===== PROVIDED DATA =====

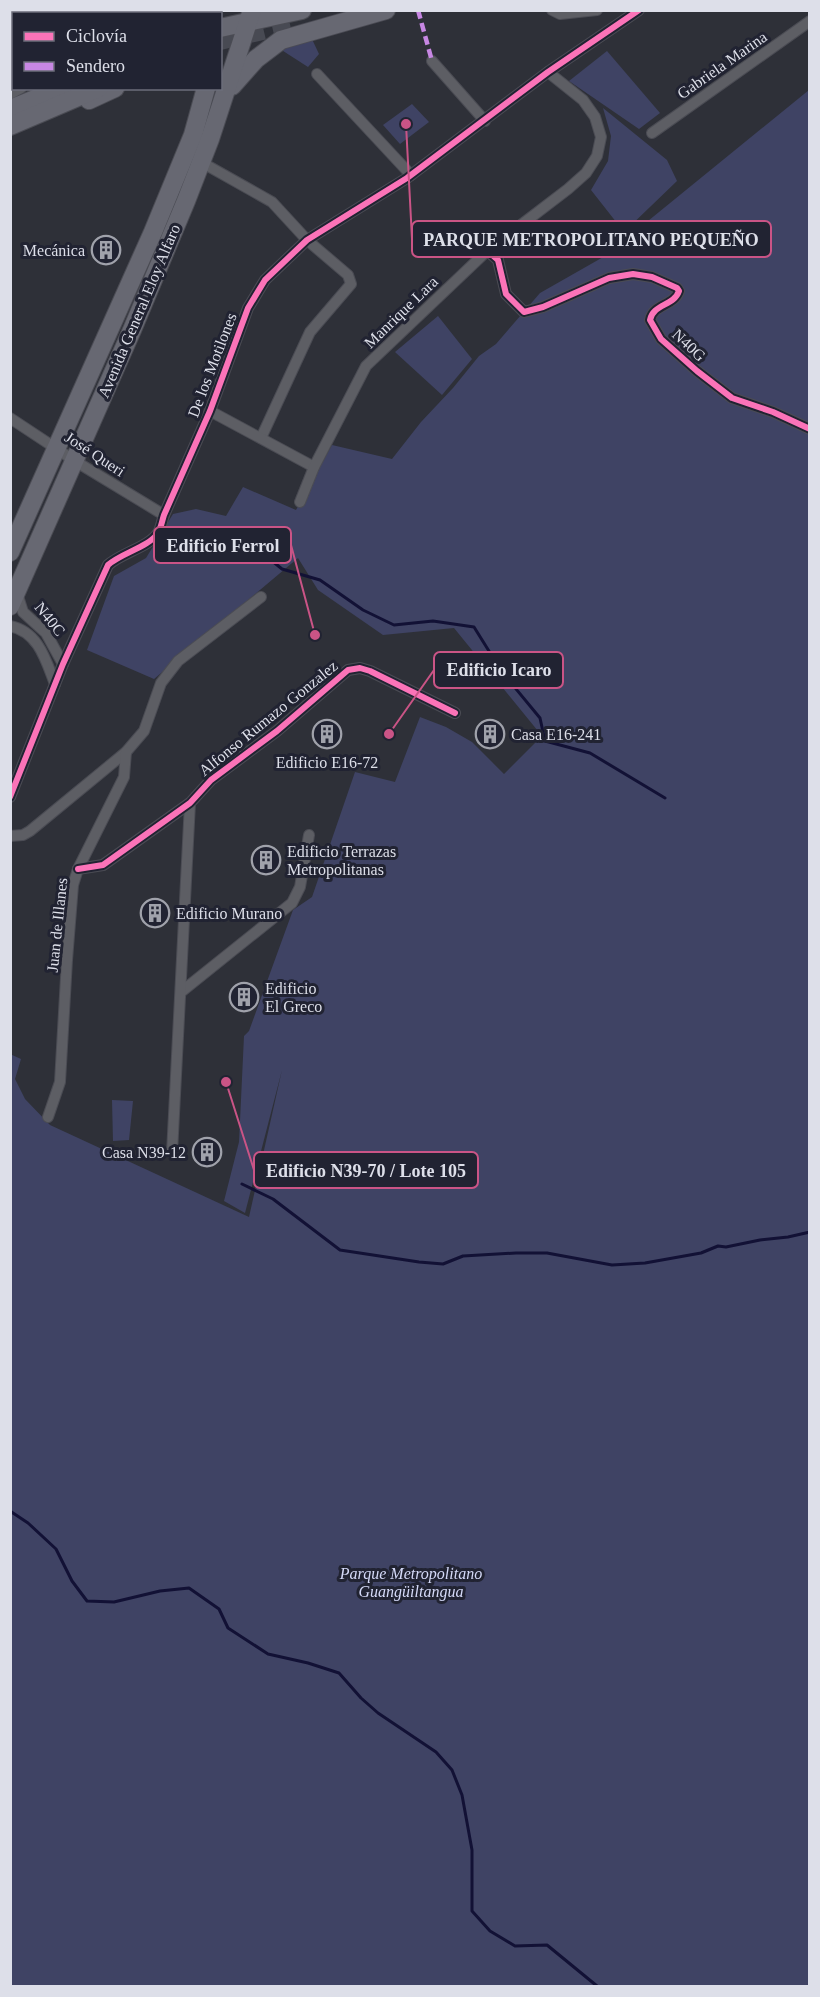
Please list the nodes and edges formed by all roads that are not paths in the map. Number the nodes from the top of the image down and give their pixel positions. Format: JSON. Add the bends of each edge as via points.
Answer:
{"nodes":[{"id":1,"x":349,"y":10,"type":"edge"},
{"id":2,"x":386,"y":10,"type":"edge"},
{"id":3,"x":552,"y":10,"type":"edge"},
{"id":4,"x":597,"y":10,"type":"edge"},
{"id":5,"x":639,"y":10,"type":"edge"},
{"id":6,"x":251,"y":16,"type":"edge"},
{"id":7,"x":297,"y":17,"type":"edge"},
{"id":8,"x":810,"y":21,"type":"edge"},
{"id":9,"x":222,"y":25,"type":"edge"},
{"id":10,"x":432,"y":61,"type":"dead end"},
{"id":11,"x":548,"y":72,"type":"junction"},
{"id":12,"x":317,"y":74,"type":"dead end"},
{"id":13,"x":57,"y":90,"type":"edge"},
{"id":14,"x":94,"y":90,"type":"edge"},
{"id":15,"x":110,"y":90,"type":"edge"},
{"id":16,"x":205,"y":90,"type":"edge"},
{"id":17,"x":221,"y":106,"type":"junction"},
{"id":18,"x":10,"y":109,"type":"edge"},
{"id":19,"x":47,"y":110,"type":"junction"},
{"id":20,"x":485,"y":121,"type":"junction"},
{"id":21,"x":10,"y":126,"type":"edge"},
{"id":22,"x":652,"y":133,"type":"dead end"},
{"id":23,"x":201,"y":162,"type":"junction"},
{"id":24,"x":411,"y":175,"type":"junction"},
{"id":25,"x":472,"y":237,"type":"dead end"},
{"id":26,"x":307,"y":240,"type":"junction"},
{"id":27,"x":487,"y":251,"type":"junction"},
{"id":28,"x":113,"y":323,"type":"junction"},
{"id":29,"x":132,"y":330,"type":"junction"},
{"id":30,"x":210,"y":411,"type":"junction"},
{"id":31,"x":10,"y":418,"type":"edge"},
{"id":32,"x":810,"y":429,"type":"edge"},
{"id":33,"x":261,"y":438,"type":"junction"},
{"id":34,"x":57,"y":448,"type":"junction"},
{"id":35,"x":75,"y":461,"type":"junction"},
{"id":36,"x":314,"y":467,"type":"junction"},
{"id":37,"x":300,"y":502,"type":"dead end"},
{"id":38,"x":164,"y":514,"type":"junction"},
{"id":39,"x":10,"y":552,"type":"edge"},
{"id":40,"x":261,"y":597,"type":"dead end"},
{"id":41,"x":14,"y":599,"type":"edge"},
{"id":42,"x":10,"y":626,"type":"edge"},
{"id":43,"x":63,"y":664,"type":"junction"},
{"id":44,"x":55,"y":684,"type":"junction"},
{"id":45,"x":455,"y":713,"type":"dead end"},
{"id":46,"x":126,"y":752,"type":"junction"},
{"id":47,"x":10,"y":797,"type":"edge"},
{"id":48,"x":190,"y":803,"type":"junction"},
{"id":49,"x":309,"y":835,"type":"dead end"},
{"id":50,"x":10,"y":836,"type":"edge"},
{"id":51,"x":78,"y":869,"type":"junction"},
{"id":52,"x":181,"y":992,"type":"junction"},
{"id":53,"x":48,"y":1117,"type":"dead end"},
{"id":54,"x":172,"y":1152,"type":"dead end"}],
"edges":[{"from":1,"to":7,"type":"main road"},
{"from":2,"to":17,"type":"main road","via":[[281,40],[240,75]]},
{"from":3,"to":4,"type":"street","via":[[560,14]]},
{"from":5,"to":11,"type":"street","name":"De los Motilones"},
{"from":6,"to":7,"type":"main road"},
{"from":6,"to":9,"type":"main road"},
{"from":6,"to":17,"type":"main road","name":"Avenida General Eloy Alfaro"},
{"from":8,"to":22,"type":"street","name":"Gabriela Marina"},
{"from":10,"to":20,"type":"street"},
{"from":11,"to":20,"type":"street","name":"De los Motilones"},
{"from":11,"to":27,"type":"street","name":"Manrique Lara","via":[[583,100],[595,117],[601,137],[597,156],[568,189]]},
{"from":12,"to":24,"type":"street"},
{"from":13,"to":18,"type":"main road"},
{"from":14,"to":19,"type":"main road"},
{"from":15,"to":19,"type":"main road","via":[[71,107]]},
{"from":16,"to":28,"type":"main road","name":"Avenida General Eloy Alfaro","via":[[193,135]]},
{"from":17,"to":23,"type":"main road","name":"Avenida General Eloy Alfaro"},
{"from":19,"to":21,"type":"main road"},
{"from":20,"to":24,"type":"street","name":"De los Motilones"},
{"from":23,"to":26,"type":"street","via":[[272,202]]},
{"from":23,"to":29,"type":"main road","name":"Avenida General Eloy Alfaro"},
{"from":24,"to":26,"type":"street","name":"De los Motilones"},
{"from":25,"to":27,"type":"street"},
{"from":26,"to":30,"type":"street","name":"De los Motilones","via":[[265,280],[248,308]]},
{"from":26,"to":33,"type":"street","via":[[348,274],[351,284],[310,332]]},
{"from":27,"to":32,"type":"street","name":"N40G","via":[[498,260],[506,294],[524,312],[609,278],[633,274],[677,288],[676,298],[650,317],[661,339],[732,398]]},
{"from":27,"to":36,"type":"street","name":"Manrique Lara","via":[[366,366]]},
{"from":28,"to":29,"type":"main road","via":[[118,334]]},
{"from":28,"to":34,"type":"main road","name":"Avenida General Eloy Alfaro"},
{"from":29,"to":35,"type":"main road","name":"Avenida General Eloy Alfaro"},
{"from":30,"to":33,"type":"street"},
{"from":30,"to":38,"type":"street","name":"De los Motilones"},
{"from":31,"to":34,"type":"street","name":"José Queri"},
{"from":33,"to":36,"type":"street"},
{"from":34,"to":35,"type":"street","name":"José Queri"},
{"from":34,"to":39,"type":"main road","name":"Avenida General Eloy Alfaro"},
{"from":35,"to":38,"type":"street","name":"José Queri"},
{"from":35,"to":41,"type":"main road","name":"Avenida General Eloy Alfaro"},
{"from":36,"to":37,"type":"street","name":"Manrique Lara"},
{"from":38,"to":43,"type":"street","name":"De los Motilones","via":[[156,536],[108,565]]},
{"from":40,"to":46,"type":"street","via":[[178,661],[161,683],[144,731]]},
{"from":41,"to":43,"type":"street","name":"N40C","via":[[46,633]]},
{"from":42,"to":44,"type":"street","name":"N40C","via":[[34,639]]},
{"from":43,"to":44,"type":"street","name":"De los Motilones"},
{"from":44,"to":47,"type":"street","name":"De los Motilones"},
{"from":45,"to":48,"type":"street","name":"Alfonso Rumazo Gonzalez","via":[[370,671],[348,670],[277,731],[211,780]]},
{"from":46,"to":50,"type":"street","via":[[30,831]]},
{"from":46,"to":51,"type":"street","name":"Juan de Illanes","via":[[124,777]]},
{"from":48,"to":51,"type":"street","name":"Alfonso Rumazo Gonzalez","via":[[103,865]]},
{"from":48,"to":52,"type":"street"},
{"from":49,"to":52,"type":"street","via":[[300,886],[292,903]]},
{"from":51,"to":53,"type":"street","name":"Juan de Illanes","via":[[67,960],[60,1082]]},
{"from":52,"to":54,"type":"street"}]}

=====

== EXERCISE GOAL ==
Every line of the data above is to be set down exactly; the pictures are not.

== SOLUTION ==
Please list the nodes and edges formed by all roads that are not paths in the map. Number the nodes from the top of the image down and give their pixel positions. Format: JSON. Add the bends of each edge as via points.
Answer:
{"nodes":[{"id":1,"x":349,"y":10,"type":"edge"},
{"id":2,"x":386,"y":10,"type":"edge"},
{"id":3,"x":552,"y":10,"type":"edge"},
{"id":4,"x":597,"y":10,"type":"edge"},
{"id":5,"x":639,"y":10,"type":"edge"},
{"id":6,"x":251,"y":16,"type":"edge"},
{"id":7,"x":297,"y":17,"type":"edge"},
{"id":8,"x":810,"y":21,"type":"edge"},
{"id":9,"x":222,"y":25,"type":"edge"},
{"id":10,"x":432,"y":61,"type":"dead end"},
{"id":11,"x":548,"y":72,"type":"junction"},
{"id":12,"x":317,"y":74,"type":"dead end"},
{"id":13,"x":57,"y":90,"type":"edge"},
{"id":14,"x":94,"y":90,"type":"edge"},
{"id":15,"x":110,"y":90,"type":"edge"},
{"id":16,"x":205,"y":90,"type":"edge"},
{"id":17,"x":221,"y":106,"type":"junction"},
{"id":18,"x":10,"y":109,"type":"edge"},
{"id":19,"x":47,"y":110,"type":"junction"},
{"id":20,"x":485,"y":121,"type":"junction"},
{"id":21,"x":10,"y":126,"type":"edge"},
{"id":22,"x":652,"y":133,"type":"dead end"},
{"id":23,"x":201,"y":162,"type":"junction"},
{"id":24,"x":411,"y":175,"type":"junction"},
{"id":25,"x":472,"y":237,"type":"dead end"},
{"id":26,"x":307,"y":240,"type":"junction"},
{"id":27,"x":487,"y":251,"type":"junction"},
{"id":28,"x":113,"y":323,"type":"junction"},
{"id":29,"x":132,"y":330,"type":"junction"},
{"id":30,"x":210,"y":411,"type":"junction"},
{"id":31,"x":10,"y":418,"type":"edge"},
{"id":32,"x":810,"y":429,"type":"edge"},
{"id":33,"x":261,"y":438,"type":"junction"},
{"id":34,"x":57,"y":448,"type":"junction"},
{"id":35,"x":75,"y":461,"type":"junction"},
{"id":36,"x":314,"y":467,"type":"junction"},
{"id":37,"x":300,"y":502,"type":"dead end"},
{"id":38,"x":164,"y":514,"type":"junction"},
{"id":39,"x":10,"y":552,"type":"edge"},
{"id":40,"x":261,"y":597,"type":"dead end"},
{"id":41,"x":14,"y":599,"type":"edge"},
{"id":42,"x":10,"y":626,"type":"edge"},
{"id":43,"x":63,"y":664,"type":"junction"},
{"id":44,"x":55,"y":684,"type":"junction"},
{"id":45,"x":455,"y":713,"type":"dead end"},
{"id":46,"x":126,"y":752,"type":"junction"},
{"id":47,"x":10,"y":797,"type":"edge"},
{"id":48,"x":190,"y":803,"type":"junction"},
{"id":49,"x":309,"y":835,"type":"dead end"},
{"id":50,"x":10,"y":836,"type":"edge"},
{"id":51,"x":78,"y":869,"type":"junction"},
{"id":52,"x":181,"y":992,"type":"junction"},
{"id":53,"x":48,"y":1117,"type":"dead end"},
{"id":54,"x":172,"y":1152,"type":"dead end"}],
"edges":[{"from":1,"to":7,"type":"main road"},
{"from":2,"to":17,"type":"main road","via":[[281,40],[240,75]]},
{"from":3,"to":4,"type":"street","via":[[560,14]]},
{"from":5,"to":11,"type":"street","name":"De los Motilones"},
{"from":6,"to":7,"type":"main road"},
{"from":6,"to":9,"type":"main road"},
{"from":6,"to":17,"type":"main road","name":"Avenida General Eloy Alfaro"},
{"from":8,"to":22,"type":"street","name":"Gabriela Marina"},
{"from":10,"to":20,"type":"street"},
{"from":11,"to":20,"type":"street","name":"De los Motilones"},
{"from":11,"to":27,"type":"street","name":"Manrique Lara","via":[[583,100],[595,117],[601,137],[597,156],[568,189]]},
{"from":12,"to":24,"type":"street"},
{"from":13,"to":18,"type":"main road"},
{"from":14,"to":19,"type":"main road"},
{"from":15,"to":19,"type":"main road","via":[[71,107]]},
{"from":16,"to":28,"type":"main road","name":"Avenida General Eloy Alfaro","via":[[193,135]]},
{"from":17,"to":23,"type":"main road","name":"Avenida General Eloy Alfaro"},
{"from":19,"to":21,"type":"main road"},
{"from":20,"to":24,"type":"street","name":"De los Motilones"},
{"from":23,"to":26,"type":"street","via":[[272,202]]},
{"from":23,"to":29,"type":"main road","name":"Avenida General Eloy Alfaro"},
{"from":24,"to":26,"type":"street","name":"De los Motilones"},
{"from":25,"to":27,"type":"street"},
{"from":26,"to":30,"type":"street","name":"De los Motilones","via":[[265,280],[248,308]]},
{"from":26,"to":33,"type":"street","via":[[348,274],[351,284],[310,332]]},
{"from":27,"to":32,"type":"street","name":"N40G","via":[[498,260],[506,294],[524,312],[609,278],[633,274],[677,288],[676,298],[650,317],[661,339],[732,398]]},
{"from":27,"to":36,"type":"street","name":"Manrique Lara","via":[[366,366]]},
{"from":28,"to":29,"type":"main road","via":[[118,334]]},
{"from":28,"to":34,"type":"main road","name":"Avenida General Eloy Alfaro"},
{"from":29,"to":35,"type":"main road","name":"Avenida General Eloy Alfaro"},
{"from":30,"to":33,"type":"street"},
{"from":30,"to":38,"type":"street","name":"De los Motilones"},
{"from":31,"to":34,"type":"street","name":"José Queri"},
{"from":33,"to":36,"type":"street"},
{"from":34,"to":35,"type":"street","name":"José Queri"},
{"from":34,"to":39,"type":"main road","name":"Avenida General Eloy Alfaro"},
{"from":35,"to":38,"type":"street","name":"José Queri"},
{"from":35,"to":41,"type":"main road","name":"Avenida General Eloy Alfaro"},
{"from":36,"to":37,"type":"street","name":"Manrique Lara"},
{"from":38,"to":43,"type":"street","name":"De los Motilones","via":[[156,536],[108,565]]},
{"from":40,"to":46,"type":"street","via":[[178,661],[161,683],[144,731]]},
{"from":41,"to":43,"type":"street","name":"N40C","via":[[46,633]]},
{"from":42,"to":44,"type":"street","name":"N40C","via":[[34,639]]},
{"from":43,"to":44,"type":"street","name":"De los Motilones"},
{"from":44,"to":47,"type":"street","name":"De los Motilones"},
{"from":45,"to":48,"type":"street","name":"Alfonso Rumazo Gonzalez","via":[[370,671],[348,670],[277,731],[211,780]]},
{"from":46,"to":50,"type":"street","via":[[30,831]]},
{"from":46,"to":51,"type":"street","name":"Juan de Illanes","via":[[124,777]]},
{"from":48,"to":51,"type":"street","name":"Alfonso Rumazo Gonzalez","via":[[103,865]]},
{"from":48,"to":52,"type":"street"},
{"from":49,"to":52,"type":"street","via":[[300,886],[292,903]]},
{"from":51,"to":53,"type":"street","name":"Juan de Illanes","via":[[67,960],[60,1082]]},
{"from":52,"to":54,"type":"street"}]}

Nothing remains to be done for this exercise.